Last updated: April 16, 2026
Case Overview
Hospira Inc. filed a patent infringement lawsuit against Aurobindo Pharma Ltd. in the United States District Court for the District of Delaware on February 25, 2014. The case concerns generic pharmaceutical products allegedly infringing on patents held by Hospira related to a sterile injectable drug.
Filing Details
- Court: District of Delaware
- Docket Number: 1:14-cv-00486
- Filing Date: February 25, 2014
- Parties:
- Plaintiff: Hospira Inc.
- Defendant: Aurobindo Pharma Ltd.
Patent(s) in Dispute
The lawsuit references several patents related to the manufacturing and formulation of a specific sterile injectable. The main patent listed is U.S. Patent No. 8,748,582, which covers a pharmaceutical composition with particular stability and bioavailability properties.
Allegations
Hospira alleges that Aurobindo's generic versions of the drug infringe on its patents. The complaint prioritizes claims of patent infringement related to the composition and manufacturing process, asserting that Aurobindo's products violate valid patent rights.
Legal Proceedings and Developments
Initial Pleadings
Hospira filed the complaint seeking injunctive relief, damages, and attorney fees. Aurobindo responded with a request to dismiss, asserting that the patents are invalid or not infringed.
Patent Challenge
During the case, Aurobindo challenged the validity of the patents through inter partes review (IPR) proceedings at the Patent Trial and Appeal Board (PTAB), citing prior art references that questioned patent novelty and obviousness.
Settlement and Dissolution
The case was settled in 2016, with Aurobindo agreeing to certain restrictions on its product line and licensing arrangements. Specific settlement terms remain confidential.
Key Judicial Decisions
- Preliminary Injunction Denial: The court denied Hospira's motion for a preliminary injunction, citing insufficient evidence of irreparable harm and likelihood of success on the patent validity.
- Summary Judgment: In 2016, the court granted summary judgment that certain patents were invalid, but others remained enforceable, leading to a partial victory for Hospira.

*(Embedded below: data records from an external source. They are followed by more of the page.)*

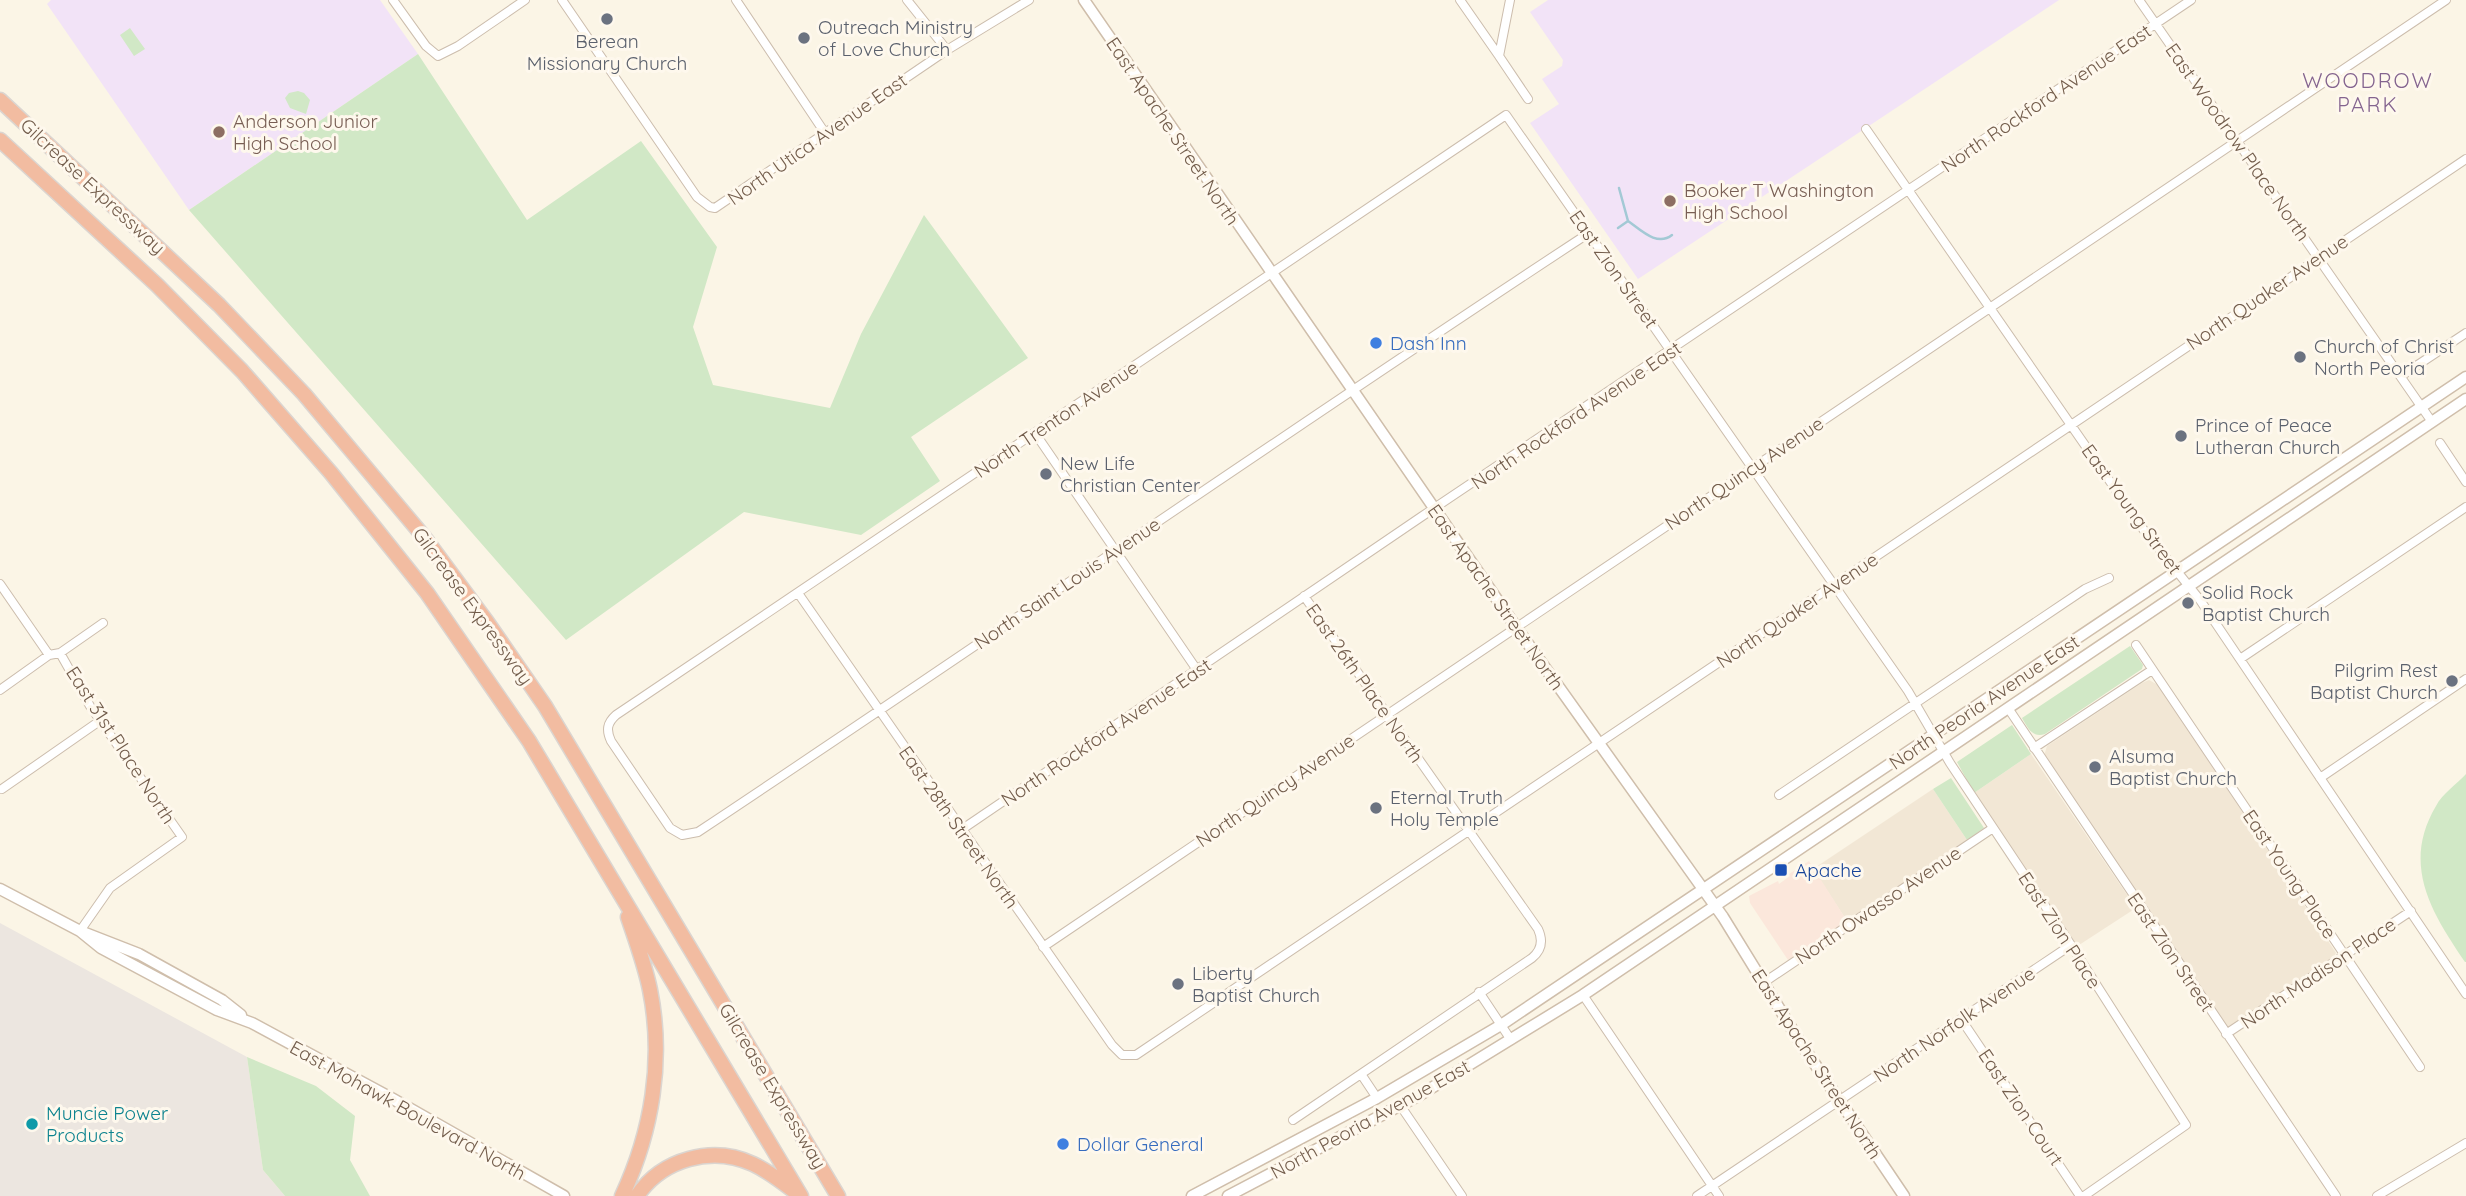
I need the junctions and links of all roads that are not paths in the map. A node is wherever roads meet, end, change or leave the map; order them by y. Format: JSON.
{"nodes":[{"id":1,"x":393,"y":0,"type":"edge"},
{"id":2,"x":525,"y":0,"type":"edge"},
{"id":3,"x":562,"y":0,"type":"edge"},
{"id":4,"x":736,"y":0,"type":"edge"},
{"id":5,"x":907,"y":0,"type":"edge"},
{"id":6,"x":1029,"y":0,"type":"edge"},
{"id":7,"x":1084,"y":0,"type":"edge"},
{"id":8,"x":1460,"y":0,"type":"edge"},
{"id":9,"x":1510,"y":0,"type":"edge"},
{"id":10,"x":2139,"y":0,"type":"edge"},
{"id":11,"x":2191,"y":0,"type":"edge"},
{"id":12,"x":2446,"y":0,"type":"edge"},
{"id":13,"x":2156,"y":24,"type":"junction"},
{"id":14,"x":947,"y":50,"type":"junction"},
{"id":15,"x":1499,"y":56,"type":"junction"},
{"id":16,"x":1528,"y":99,"type":"dead end"},
{"id":17,"x":0,"y":100,"type":"edge"},
{"id":18,"x":1506,"y":115,"type":"joint"},
{"id":19,"x":1866,"y":129,"type":"dead end"},
{"id":20,"x":825,"y":133,"type":"junction"},
{"id":21,"x":2237,"y":139,"type":"junction"},
{"id":22,"x":0,"y":140,"type":"edge"},
{"id":23,"x":2466,"y":159,"type":"edge"},
{"id":24,"x":1908,"y":190,"type":"junction"},
{"id":25,"x":1589,"y":233,"type":"junction"},
{"id":26,"x":2318,"y":257,"type":"junction"},
{"id":27,"x":1270,"y":272,"type":"junction"},
{"id":28,"x":1990,"y":307,"type":"junction"},
{"id":29,"x":2466,"y":332,"type":"edge"},
{"id":30,"x":1672,"y":350,"type":"junction"},
{"id":31,"x":2401,"y":376,"type":"junction"},
{"id":32,"x":2466,"y":377,"type":"edge"},
{"id":33,"x":1352,"y":389,"type":"junction"},
{"id":34,"x":2466,"y":399,"type":"edge"},
{"id":35,"x":2422,"y":407,"type":"junction"},
{"id":36,"x":2432,"y":422,"type":"junction"},
{"id":37,"x":2071,"y":425,"type":"junction"},
{"id":38,"x":1035,"y":433,"type":"junction"},
{"id":39,"x":2440,"y":443,"type":"dead end"},
{"id":40,"x":1753,"y":468,"type":"junction"},
{"id":41,"x":2466,"y":482,"type":"edge"},
{"id":42,"x":2466,"y":507,"type":"edge"},
{"id":43,"x":1435,"y":509,"type":"junction"},
{"id":44,"x":1115,"y":550,"type":"junction"},
{"id":45,"x":2178,"y":572,"type":"junction"},
{"id":46,"x":2109,"y":578,"type":"dead end"},
{"id":47,"x":0,"y":584,"type":"edge"},
{"id":48,"x":1834,"y":585,"type":"junction"},
{"id":49,"x":2189,"y":585,"type":"junction"},
{"id":50,"x":798,"y":593,"type":"junction"},
{"id":51,"x":1304,"y":596,"type":"junction"},
{"id":52,"x":103,"y":623,"type":"dead end"},
{"id":53,"x":1516,"y":627,"type":"junction"},
{"id":54,"x":2136,"y":645,"type":"dead end"},
{"id":55,"x":60,"y":653,"type":"junction"},
{"id":56,"x":49,"y":655,"type":"junction"},
{"id":57,"x":2240,"y":659,"type":"junction"},
{"id":58,"x":1197,"y":670,"type":"junction"},
{"id":59,"x":2152,"y":670,"type":"junction"},
{"id":60,"x":2466,"y":679,"type":"edge"},
{"id":61,"x":0,"y":690,"type":"edge"},
{"id":62,"x":1915,"y":703,"type":"junction"},
{"id":63,"x":2008,"y":708,"type":"junction"},
{"id":64,"x":878,"y":712,"type":"junction"},
{"id":65,"x":1388,"y":714,"type":"junction"},
{"id":66,"x":101,"y":720,"type":"junction"},
{"id":67,"x":1934,"y":736,"type":"junction"},
{"id":68,"x":1600,"y":744,"type":"junction"},
{"id":69,"x":2034,"y":748,"type":"junction"},
{"id":70,"x":1943,"y":751,"type":"junction"},
{"id":71,"x":2320,"y":778,"type":"junction"},
{"id":72,"x":2,"y":789,"type":"dead end"},
{"id":73,"x":1779,"y":795,"type":"dead end"},
{"id":74,"x":1993,"y":828,"type":"junction"},
{"id":75,"x":961,"y":830,"type":"junction"},
{"id":76,"x":1469,"y":830,"type":"junction"},
{"id":77,"x":682,"y":835,"type":"joint"},
{"id":78,"x":0,"y":889,"type":"edge"},
{"id":79,"x":619,"y":889,"type":"junction"},
{"id":80,"x":1703,"y":891,"type":"junction"},
{"id":81,"x":1714,"y":905,"type":"junction"},
{"id":82,"x":2411,"y":911,"type":"junction"},
{"id":83,"x":80,"y":931,"type":"junction"},
{"id":84,"x":1541,"y":944,"type":"joint"},
{"id":85,"x":2071,"y":945,"type":"junction"},
{"id":86,"x":1043,"y":947,"type":"junction"},
{"id":87,"x":2344,"y":955,"type":"junction"},
{"id":88,"x":1763,"y":983,"type":"junction"},
{"id":89,"x":1479,"y":992,"type":"junction"},
{"id":90,"x":2466,"y":994,"type":"edge"},
{"id":91,"x":1583,"y":995,"type":"junction"},
{"id":92,"x":1961,"y":1019,"type":"junction"},
{"id":93,"x":1501,"y":1025,"type":"junction"},
{"id":94,"x":2226,"y":1034,"type":"junction"},
{"id":95,"x":1511,"y":1040,"type":"junction"},
{"id":96,"x":1127,"y":1056,"type":"joint"},
{"id":97,"x":2420,"y":1067,"type":"dead end"},
{"id":98,"x":1362,"y":1074,"type":"junction"},
{"id":99,"x":1377,"y":1098,"type":"junction"},
{"id":100,"x":1839,"y":1100,"type":"junction"},
{"id":101,"x":1401,"y":1105,"type":"junction"},
{"id":102,"x":1293,"y":1120,"type":"dead end"},
{"id":103,"x":2466,"y":1143,"type":"edge"},
{"id":104,"x":1712,"y":1185,"type":"junction"},
{"id":105,"x":564,"y":1196,"type":"edge"},
{"id":106,"x":622,"y":1196,"type":"edge"},
{"id":107,"x":637,"y":1196,"type":"edge"},
{"id":108,"x":801,"y":1196,"type":"edge"},
{"id":109,"x":838,"y":1196,"type":"edge"},
{"id":110,"x":1192,"y":1196,"type":"edge"},
{"id":111,"x":1228,"y":1196,"type":"edge"},
{"id":112,"x":1462,"y":1196,"type":"edge"},
{"id":113,"x":1697,"y":1196,"type":"edge"},
{"id":114,"x":1718,"y":1196,"type":"edge"},
{"id":115,"x":1904,"y":1196,"type":"edge"},
{"id":116,"x":2082,"y":1196,"type":"edge"},
{"id":117,"x":2336,"y":1196,"type":"edge"},
{"id":118,"x":2377,"y":1196,"type":"edge"}],
"edges":[{"from":1,"to":2,"type":"street"},
{"from":3,"to":20,"type":"street","name":"North Utica Avenue East"},
{"from":4,"to":20,"type":"street"},
{"from":5,"to":14,"type":"street"},
{"from":6,"to":14,"type":"street","name":"North Utica Avenue East"},
{"from":7,"to":27,"type":"main road","name":"East Apache Street North"},
{"from":8,"to":15,"type":"street"},
{"from":9,"to":15,"type":"street"},
{"from":10,"to":13,"type":"street","name":"East Woodrow Place North"},
{"from":11,"to":13,"type":"street","name":"North Rockford Avenue East"},
{"from":12,"to":21,"type":"street","name":"North Quincy Avenue"},
{"from":13,"to":21,"type":"street","name":"East Woodrow Place North"},
{"from":13,"to":24,"type":"street","name":"North Rockford Avenue East"},
{"from":14,"to":20,"type":"street","name":"North Utica Avenue East"},
{"from":15,"to":16,"type":"street"},
{"from":17,"to":109,"type":"highway","name":"Gilcrease Expressway"},
{"from":18,"to":25,"type":"street","name":"East Zion Street"},
{"from":18,"to":27,"type":"street","name":"North Trenton Avenue"},
{"from":19,"to":24,"type":"street","name":"East Young Street"},
{"from":21,"to":26,"type":"street","name":"East Woodrow Place North"},
{"from":21,"to":28,"type":"street","name":"North Quincy Avenue"},
{"from":22,"to":79,"type":"highway","name":"Gilcrease Expressway"},
{"from":23,"to":26,"type":"street","name":"North Quaker Avenue"},
{"from":24,"to":28,"type":"street","name":"East Young Street"},
{"from":24,"to":30,"type":"street","name":"North Rockford Avenue East"},
{"from":25,"to":30,"type":"street","name":"East Zion Street"},
{"from":25,"to":33,"type":"street","name":"North Saint Louis Avenue"},
{"from":26,"to":31,"type":"street","name":"East Woodrow Place North"},
{"from":26,"to":37,"type":"street","name":"North Quaker Avenue"},
{"from":27,"to":33,"type":"main road","name":"East Apache Street North"},
{"from":27,"to":38,"type":"street","name":"North Trenton Avenue"},
{"from":28,"to":37,"type":"street","name":"East Young Street"},
{"from":28,"to":40,"type":"street","name":"North Quincy Avenue"},
{"from":29,"to":31,"type":"street"},
{"from":30,"to":40,"type":"street","name":"East Zion Street"},
{"from":30,"to":43,"type":"street","name":"North Rockford Avenue East"},
{"from":31,"to":35,"type":"street","name":"East Woodrow Place North"},
{"from":32,"to":35,"type":"main road","name":"North Peoria Avenue East"},
{"from":33,"to":43,"type":"main road","name":"East Apache Street North"},
{"from":33,"to":44,"type":"street","name":"North Saint Louis Avenue"},
{"from":34,"to":36,"type":"main road","name":"North Peoria Avenue East"},
{"from":35,"to":36,"type":"street","name":"East Woodrow Place North"},
{"from":35,"to":45,"type":"main road","name":"North Peoria Avenue East"},
{"from":36,"to":49,"type":"main road","name":"North Peoria Avenue East"},
{"from":37,"to":45,"type":"street","name":"East Young Street"},
{"from":37,"to":48,"type":"street","name":"North Quaker Avenue"},
{"from":38,"to":44,"type":"street"},
{"from":38,"to":50,"type":"street","name":"North Trenton Avenue"},
{"from":39,"to":41,"type":"street"},
{"from":40,"to":48,"type":"street","name":"East Zion Street"},
{"from":40,"to":53,"type":"street","name":"North Quincy Avenue"},
{"from":42,"to":57,"type":"street"},
{"from":43,"to":51,"type":"street","name":"North Rockford Avenue East"},
{"from":43,"to":53,"type":"main road","name":"East Apache Street North"},
{"from":44,"to":58,"type":"street"},
{"from":44,"to":64,"type":"street","name":"North Saint Louis Avenue"},
{"from":45,"to":49,"type":"street","name":"East Young Street"},
{"from":45,"to":67,"type":"main road","name":"North Peoria Avenue East"},
{"from":46,"to":62,"type":"street","name":"North Peoria Avenue East"},
{"from":47,"to":56,"type":"street","name":"East 31st Place North"},
{"from":48,"to":62,"type":"street","name":"East Zion Street"},
{"from":48,"to":68,"type":"street","name":"North Quaker Avenue"},
{"from":49,"to":57,"type":"street","name":"East Young Street"},
{"from":49,"to":63,"type":"main road","name":"North Peoria Avenue East"},
{"from":50,"to":64,"type":"street","name":"East 28th Street North"},
{"from":50,"to":77,"type":"street","name":"North Trenton Avenue"},
{"from":51,"to":58,"type":"street","name":"North Rockford Avenue East"},
{"from":51,"to":65,"type":"street","name":"East 26th Place North"},
{"from":52,"to":55,"type":"street"},
{"from":53,"to":65,"type":"street","name":"North Quincy Avenue"},
{"from":53,"to":68,"type":"main road","name":"East Apache Street North"},
{"from":54,"to":59,"type":"street","name":"East Young Place"},
{"from":55,"to":56,"type":"street"},
{"from":55,"to":66,"type":"street","name":"East 31st Place North"},
{"from":56,"to":61,"type":"street"},
{"from":57,"to":71,"type":"street","name":"East Young Street"},
{"from":58,"to":75,"type":"street","name":"North Rockford Avenue East"},
{"from":59,"to":69,"type":"street"},
{"from":59,"to":87,"type":"street","name":"East Young Place"},
{"from":60,"to":71,"type":"street"},
{"from":62,"to":67,"type":"street","name":"East Zion Street"},
{"from":62,"to":73,"type":"street","name":"North Peoria Avenue East"},
{"from":63,"to":69,"type":"street","name":"East Zion Street"},
{"from":63,"to":70,"type":"main road","name":"North Peoria Avenue East"},
{"from":64,"to":75,"type":"street","name":"East 28th Street North"},
{"from":64,"to":77,"type":"street","name":"North Saint Louis Avenue"},
{"from":65,"to":76,"type":"street","name":"East 26th Place North"},
{"from":65,"to":86,"type":"street","name":"North Quincy Avenue"},
{"from":66,"to":72,"type":"street"},
{"from":66,"to":83,"type":"street","name":"East 31st Place North"},
{"from":67,"to":70,"type":"street","name":"East Zion Place"},
{"from":67,"to":80,"type":"main road","name":"North Peoria Avenue East"},
{"from":68,"to":76,"type":"street","name":"North Quaker Avenue"},
{"from":68,"to":80,"type":"main road","name":"East Apache Street North"},
{"from":69,"to":94,"type":"street","name":"East Zion Street"},
{"from":70,"to":74,"type":"street","name":"East Zion Place"},
{"from":70,"to":81,"type":"main road","name":"North Peoria Avenue East"},
{"from":71,"to":82,"type":"street","name":"East Young Street"},
{"from":74,"to":85,"type":"street","name":"East Zion Place"},
{"from":74,"to":88,"type":"street","name":"North Owasso Avenue"},
{"from":75,"to":86,"type":"street","name":"East 28th Street North"},
{"from":76,"to":84,"type":"street","name":"East 26th Place North"},
{"from":76,"to":96,"type":"street","name":"North Quaker Avenue"},
{"from":78,"to":83,"type":"main road","name":"East Mohawk Boulevard North"},
{"from":79,"to":106,"type":"highway"},
{"from":79,"to":108,"type":"highway","name":"Gilcrease Expressway"},
{"from":80,"to":81,"type":"main road","name":"East Apache Street North"},
{"from":80,"to":93,"type":"main road","name":"North Peoria Avenue East"},
{"from":81,"to":88,"type":"main road","name":"East Apache Street North"},
{"from":81,"to":91,"type":"main road","name":"North Peoria Avenue East"},
{"from":82,"to":87,"type":"street","name":"North Madison Place"},
{"from":82,"to":90,"type":"street","name":"East Young Street"},
{"from":83,"to":105,"type":"main road","name":"East Mohawk Boulevard North"},
{"from":84,"to":89,"type":"street","name":"North Peoria Avenue East"},
{"from":85,"to":92,"type":"street","name":"North Norfolk Avenue"},
{"from":85,"to":116,"type":"street","name":"East Zion Place"},
{"from":86,"to":96,"type":"street","name":"East 28th Street North"},
{"from":87,"to":94,"type":"street","name":"North Madison Place"},
{"from":87,"to":97,"type":"street","name":"East Young Place"},
{"from":88,"to":100,"type":"main road","name":"East Apache Street North"},
{"from":89,"to":93,"type":"street"},
{"from":89,"to":98,"type":"street","name":"North Peoria Avenue East"},
{"from":91,"to":95,"type":"main road","name":"North Peoria Avenue East"},
{"from":91,"to":104,"type":"street"},
{"from":92,"to":100,"type":"street","name":"North Norfolk Avenue"},
{"from":92,"to":116,"type":"street","name":"East Zion Court"},
{"from":93,"to":95,"type":"street"},
{"from":93,"to":99,"type":"main road","name":"North Peoria Avenue East"},
{"from":94,"to":117,"type":"street","name":"East Zion Street"},
{"from":95,"to":101,"type":"main road","name":"North Peoria Avenue East"},
{"from":98,"to":99,"type":"street","name":"North Peoria Avenue East"},
{"from":98,"to":102,"type":"street","name":"North Peoria Avenue East"},
{"from":99,"to":110,"type":"main road","name":"North Peoria Avenue East"},
{"from":100,"to":104,"type":"street","name":"North Norfolk Avenue"},
{"from":100,"to":115,"type":"main road","name":"East Apache Street North"},
{"from":101,"to":111,"type":"main road","name":"North Peoria Avenue East"},
{"from":101,"to":112,"type":"street"},
{"from":103,"to":118,"type":"street"},
{"from":104,"to":113,"type":"street","name":"North Norfolk Avenue"},
{"from":104,"to":114,"type":"street"},
{"from":107,"to":108,"type":"highway"}]}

Patent Status Post-Litigation
Several patents involved in the litigation were declared invalid or expired by 2018, eroding Hospira’s patent protections. The Aurobindo generic products received FDA approval to market the drugs, subject to the settlement restrictions.
Industry Impact
This case highlighted the growing use of IPR proceedings as a tool for challenging patent validity in pharmaceutical litigation. It also exemplifies the strategic interplay between district court litigation and PTAB proceedings.
Analysis
Patent Strength and Vulnerability
Hospira’s patents were challenged effectively during IPR, leading to their partial invalidation. The court's rulings suggest vulnerabilities that generic competitors can exploit, especially where patents face prior art challenges.
Strategic Litigation Considerations
Hospira pursued both district court and PTAB proceedings simultaneously. The outcome underscores the importance of early patent analysis and proactive defenses, as well as the risks associated with patent robustness.
Settlement Implications
The settlement limited the scope of Aurobindo's market entry but did not resolve all patent rights, leaving open the possibility of future patent challenges or litigations on different formulations.
Key Takeaways
- Patent validity can be compromised through IPR proceedings, impacting enforcement strategies.
- Settlements in pharmaceutical patent disputes can involve licensing arrangements that influence market competition.
- Courts may deny preliminary injunctions if irreparable harm or success on the merits is not sufficiently demonstrated.
- Patent portfolios should be regularly reviewed for vulnerabilities in light of prior art and procedural challenges.
- Industry shifts toward IPR use as a defense mechanism underscore the importance of robust patent drafting.
FAQs
1. Why did Hospira lose some of its patents in this case?
Aurobindo challenged the patents through PTAB IPR proceedings, citing prior art that invalidated claims. The court later granted summary judgment that some patents were invalid.
2. How did the settlement affect market competition?
The settlement limited Aurobindo’s ability to produce certain formulations temporarily, delaying generic entry and maintaining some of Hospira’s market exclusivity.
3. What role did IPR proceedings play in this litigation?
IPR proceedings provided a platform to challenge patent validity, which ultimately led to the invalidation of some patents, influencing the litigation outcome.
4. Are patent invalidations common in pharmaceutical patent disputes?
Yes. IPRs have become a key strategy for challengers to weaken patent protections, especially when facing weak or overly broad patents.
5. How can patent owners protect their rights against challenges?
By drafting strong, narrow claims, conducting thorough prior art searches before filing, and actively defending against early challenges through legal and procedural strategies.
References
[1] U.S. District Court, District of Delaware. (2014). Case No. 1:14-cv-00486. Litigations and filings.